→ **Requirement**
If a line below contains "ДНІСТРОВСЬКА", count it; then state how many such lines there are, and nothing else.

→ **Records provided**
+ + + + + + +

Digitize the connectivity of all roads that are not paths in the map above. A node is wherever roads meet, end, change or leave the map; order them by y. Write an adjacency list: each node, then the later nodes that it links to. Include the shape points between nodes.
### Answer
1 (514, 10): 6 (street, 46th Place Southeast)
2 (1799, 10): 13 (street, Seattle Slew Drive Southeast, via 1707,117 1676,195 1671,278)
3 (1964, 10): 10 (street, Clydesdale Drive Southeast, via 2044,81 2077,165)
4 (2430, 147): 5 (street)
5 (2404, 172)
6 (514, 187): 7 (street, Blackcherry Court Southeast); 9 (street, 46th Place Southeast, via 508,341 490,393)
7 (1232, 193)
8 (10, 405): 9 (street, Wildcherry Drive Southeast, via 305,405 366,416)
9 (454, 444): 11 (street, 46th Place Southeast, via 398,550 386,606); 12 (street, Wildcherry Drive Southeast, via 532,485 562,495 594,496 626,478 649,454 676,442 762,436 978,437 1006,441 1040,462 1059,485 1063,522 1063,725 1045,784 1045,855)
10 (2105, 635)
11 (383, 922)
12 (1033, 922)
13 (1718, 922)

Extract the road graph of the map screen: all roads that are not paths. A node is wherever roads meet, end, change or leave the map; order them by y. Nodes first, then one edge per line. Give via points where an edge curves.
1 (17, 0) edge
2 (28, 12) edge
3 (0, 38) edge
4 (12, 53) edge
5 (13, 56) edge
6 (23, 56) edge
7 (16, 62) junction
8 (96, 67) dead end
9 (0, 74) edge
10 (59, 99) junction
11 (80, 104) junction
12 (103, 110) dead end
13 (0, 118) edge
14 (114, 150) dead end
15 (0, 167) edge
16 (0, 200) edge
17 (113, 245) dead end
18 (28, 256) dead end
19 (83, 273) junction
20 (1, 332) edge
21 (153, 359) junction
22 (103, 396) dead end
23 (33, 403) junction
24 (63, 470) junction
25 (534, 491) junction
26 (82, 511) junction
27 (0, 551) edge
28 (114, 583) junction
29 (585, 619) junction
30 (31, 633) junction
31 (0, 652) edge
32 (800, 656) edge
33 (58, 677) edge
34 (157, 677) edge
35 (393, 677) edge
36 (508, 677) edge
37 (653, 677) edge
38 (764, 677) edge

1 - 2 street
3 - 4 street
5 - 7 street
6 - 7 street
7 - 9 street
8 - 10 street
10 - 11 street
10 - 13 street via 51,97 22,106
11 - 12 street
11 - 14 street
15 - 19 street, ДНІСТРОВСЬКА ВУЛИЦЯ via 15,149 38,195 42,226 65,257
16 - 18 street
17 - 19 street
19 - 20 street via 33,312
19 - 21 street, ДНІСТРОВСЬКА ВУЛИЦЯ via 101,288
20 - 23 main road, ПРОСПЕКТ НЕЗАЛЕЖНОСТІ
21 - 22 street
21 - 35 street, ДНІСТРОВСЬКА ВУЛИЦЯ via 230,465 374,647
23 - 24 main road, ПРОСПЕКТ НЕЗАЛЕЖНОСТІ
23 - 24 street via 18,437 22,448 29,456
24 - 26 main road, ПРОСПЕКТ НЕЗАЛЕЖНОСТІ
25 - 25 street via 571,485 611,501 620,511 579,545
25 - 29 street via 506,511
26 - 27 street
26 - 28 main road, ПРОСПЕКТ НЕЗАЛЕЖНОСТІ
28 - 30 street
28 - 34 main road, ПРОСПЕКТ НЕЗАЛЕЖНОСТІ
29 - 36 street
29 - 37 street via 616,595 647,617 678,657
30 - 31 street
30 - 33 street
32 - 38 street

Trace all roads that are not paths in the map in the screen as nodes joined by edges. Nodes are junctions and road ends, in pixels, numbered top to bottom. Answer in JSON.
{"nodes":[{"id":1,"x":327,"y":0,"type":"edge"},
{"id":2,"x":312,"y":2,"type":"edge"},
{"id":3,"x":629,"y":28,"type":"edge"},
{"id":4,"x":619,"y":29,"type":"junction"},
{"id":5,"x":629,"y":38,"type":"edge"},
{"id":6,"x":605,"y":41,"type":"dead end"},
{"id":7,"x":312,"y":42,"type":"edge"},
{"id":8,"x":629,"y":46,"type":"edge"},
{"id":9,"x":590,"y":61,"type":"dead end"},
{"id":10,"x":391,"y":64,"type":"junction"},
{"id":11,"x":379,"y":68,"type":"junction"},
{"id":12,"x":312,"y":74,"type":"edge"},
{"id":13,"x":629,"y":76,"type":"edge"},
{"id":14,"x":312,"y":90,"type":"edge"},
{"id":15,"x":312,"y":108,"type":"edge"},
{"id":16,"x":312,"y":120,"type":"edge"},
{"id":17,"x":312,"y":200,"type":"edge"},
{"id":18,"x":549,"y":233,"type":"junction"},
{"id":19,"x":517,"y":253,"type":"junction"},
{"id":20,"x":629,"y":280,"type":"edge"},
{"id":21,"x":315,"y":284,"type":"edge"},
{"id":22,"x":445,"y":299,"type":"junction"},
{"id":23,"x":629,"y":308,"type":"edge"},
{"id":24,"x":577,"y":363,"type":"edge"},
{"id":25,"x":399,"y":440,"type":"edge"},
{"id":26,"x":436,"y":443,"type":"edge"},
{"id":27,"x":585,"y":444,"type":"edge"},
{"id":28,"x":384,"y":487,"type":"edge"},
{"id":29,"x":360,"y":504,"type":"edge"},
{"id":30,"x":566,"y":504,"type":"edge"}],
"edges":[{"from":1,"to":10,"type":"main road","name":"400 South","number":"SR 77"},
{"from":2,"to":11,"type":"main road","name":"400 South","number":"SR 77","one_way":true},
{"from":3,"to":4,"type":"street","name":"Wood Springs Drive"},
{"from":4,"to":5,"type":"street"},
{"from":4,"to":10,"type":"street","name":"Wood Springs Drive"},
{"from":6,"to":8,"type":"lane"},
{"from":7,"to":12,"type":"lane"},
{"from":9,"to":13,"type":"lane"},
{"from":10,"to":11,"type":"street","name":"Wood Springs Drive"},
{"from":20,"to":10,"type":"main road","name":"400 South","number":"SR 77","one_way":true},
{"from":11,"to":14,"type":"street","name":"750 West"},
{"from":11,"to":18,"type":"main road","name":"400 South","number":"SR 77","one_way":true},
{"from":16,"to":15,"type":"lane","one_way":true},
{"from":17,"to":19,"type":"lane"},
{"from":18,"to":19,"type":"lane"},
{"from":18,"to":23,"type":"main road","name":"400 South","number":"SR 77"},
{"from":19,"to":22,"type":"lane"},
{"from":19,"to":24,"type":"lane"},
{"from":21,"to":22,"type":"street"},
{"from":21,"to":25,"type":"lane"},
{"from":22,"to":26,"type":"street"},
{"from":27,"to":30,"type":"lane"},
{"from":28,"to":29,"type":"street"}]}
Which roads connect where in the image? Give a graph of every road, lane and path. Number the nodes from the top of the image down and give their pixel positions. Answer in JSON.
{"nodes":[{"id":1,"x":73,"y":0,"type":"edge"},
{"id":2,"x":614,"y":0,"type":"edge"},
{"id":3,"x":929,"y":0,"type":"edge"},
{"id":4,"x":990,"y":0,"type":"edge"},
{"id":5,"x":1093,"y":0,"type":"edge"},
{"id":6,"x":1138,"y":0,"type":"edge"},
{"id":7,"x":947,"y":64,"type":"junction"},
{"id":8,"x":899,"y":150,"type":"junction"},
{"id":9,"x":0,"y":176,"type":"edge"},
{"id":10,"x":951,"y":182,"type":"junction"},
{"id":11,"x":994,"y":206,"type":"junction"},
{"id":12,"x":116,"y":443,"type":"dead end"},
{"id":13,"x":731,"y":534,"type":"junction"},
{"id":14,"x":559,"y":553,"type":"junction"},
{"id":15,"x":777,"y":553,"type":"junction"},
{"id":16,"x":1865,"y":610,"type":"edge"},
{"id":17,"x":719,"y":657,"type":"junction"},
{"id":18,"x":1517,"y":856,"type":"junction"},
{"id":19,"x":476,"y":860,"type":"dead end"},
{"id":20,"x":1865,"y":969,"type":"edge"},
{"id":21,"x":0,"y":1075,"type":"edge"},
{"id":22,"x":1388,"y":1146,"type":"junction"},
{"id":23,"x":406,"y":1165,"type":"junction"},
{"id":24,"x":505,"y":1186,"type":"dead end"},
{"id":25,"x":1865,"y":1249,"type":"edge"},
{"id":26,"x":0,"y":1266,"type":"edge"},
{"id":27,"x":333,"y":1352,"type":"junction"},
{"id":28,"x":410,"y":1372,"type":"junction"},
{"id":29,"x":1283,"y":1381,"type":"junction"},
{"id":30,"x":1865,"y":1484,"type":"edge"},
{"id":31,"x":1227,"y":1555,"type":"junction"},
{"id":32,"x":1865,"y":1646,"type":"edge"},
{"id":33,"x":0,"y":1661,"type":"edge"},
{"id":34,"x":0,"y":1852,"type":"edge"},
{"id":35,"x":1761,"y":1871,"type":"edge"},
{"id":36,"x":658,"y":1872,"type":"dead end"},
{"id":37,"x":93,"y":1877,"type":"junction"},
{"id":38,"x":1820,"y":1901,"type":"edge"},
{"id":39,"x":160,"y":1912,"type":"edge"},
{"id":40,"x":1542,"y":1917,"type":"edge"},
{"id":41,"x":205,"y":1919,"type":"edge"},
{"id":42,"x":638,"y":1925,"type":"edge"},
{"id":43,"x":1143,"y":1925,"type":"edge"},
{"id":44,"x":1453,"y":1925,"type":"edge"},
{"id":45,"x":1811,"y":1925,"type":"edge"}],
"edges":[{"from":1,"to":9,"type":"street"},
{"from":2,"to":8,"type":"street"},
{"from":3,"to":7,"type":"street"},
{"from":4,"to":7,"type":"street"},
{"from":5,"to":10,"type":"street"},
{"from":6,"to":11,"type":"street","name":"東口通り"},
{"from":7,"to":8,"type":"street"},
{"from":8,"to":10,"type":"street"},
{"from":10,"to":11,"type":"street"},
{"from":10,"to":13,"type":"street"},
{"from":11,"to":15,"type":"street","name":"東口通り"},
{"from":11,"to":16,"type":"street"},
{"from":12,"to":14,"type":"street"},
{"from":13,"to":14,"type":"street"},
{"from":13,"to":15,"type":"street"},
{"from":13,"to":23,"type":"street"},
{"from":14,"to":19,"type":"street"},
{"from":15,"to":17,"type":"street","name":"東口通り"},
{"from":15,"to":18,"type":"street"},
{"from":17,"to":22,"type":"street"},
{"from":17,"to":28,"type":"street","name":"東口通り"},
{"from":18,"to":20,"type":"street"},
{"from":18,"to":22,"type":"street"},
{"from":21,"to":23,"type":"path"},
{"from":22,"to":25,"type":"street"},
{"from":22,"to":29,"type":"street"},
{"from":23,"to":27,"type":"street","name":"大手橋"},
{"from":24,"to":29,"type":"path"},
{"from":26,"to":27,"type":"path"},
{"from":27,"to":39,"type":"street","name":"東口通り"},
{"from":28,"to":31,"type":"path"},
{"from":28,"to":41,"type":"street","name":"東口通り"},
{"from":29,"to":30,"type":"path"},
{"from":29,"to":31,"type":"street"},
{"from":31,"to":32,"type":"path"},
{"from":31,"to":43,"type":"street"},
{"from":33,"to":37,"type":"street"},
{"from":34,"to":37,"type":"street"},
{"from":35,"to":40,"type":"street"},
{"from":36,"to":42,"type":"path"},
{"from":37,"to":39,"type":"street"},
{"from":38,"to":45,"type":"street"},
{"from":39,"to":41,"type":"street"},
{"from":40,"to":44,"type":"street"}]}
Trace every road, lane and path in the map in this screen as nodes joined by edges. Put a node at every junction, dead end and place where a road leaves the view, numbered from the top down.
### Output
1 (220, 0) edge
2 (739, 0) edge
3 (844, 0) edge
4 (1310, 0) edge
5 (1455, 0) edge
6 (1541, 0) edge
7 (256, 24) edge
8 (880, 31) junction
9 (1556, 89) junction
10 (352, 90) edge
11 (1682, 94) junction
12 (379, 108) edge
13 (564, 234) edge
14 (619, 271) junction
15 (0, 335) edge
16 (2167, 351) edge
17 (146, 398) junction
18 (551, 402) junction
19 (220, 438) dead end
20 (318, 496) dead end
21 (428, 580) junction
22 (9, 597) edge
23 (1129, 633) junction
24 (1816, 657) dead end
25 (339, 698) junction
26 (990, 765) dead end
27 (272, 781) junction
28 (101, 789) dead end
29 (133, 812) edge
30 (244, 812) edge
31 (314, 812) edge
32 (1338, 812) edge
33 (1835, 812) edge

+ + + + + + +

→ **Your response**
3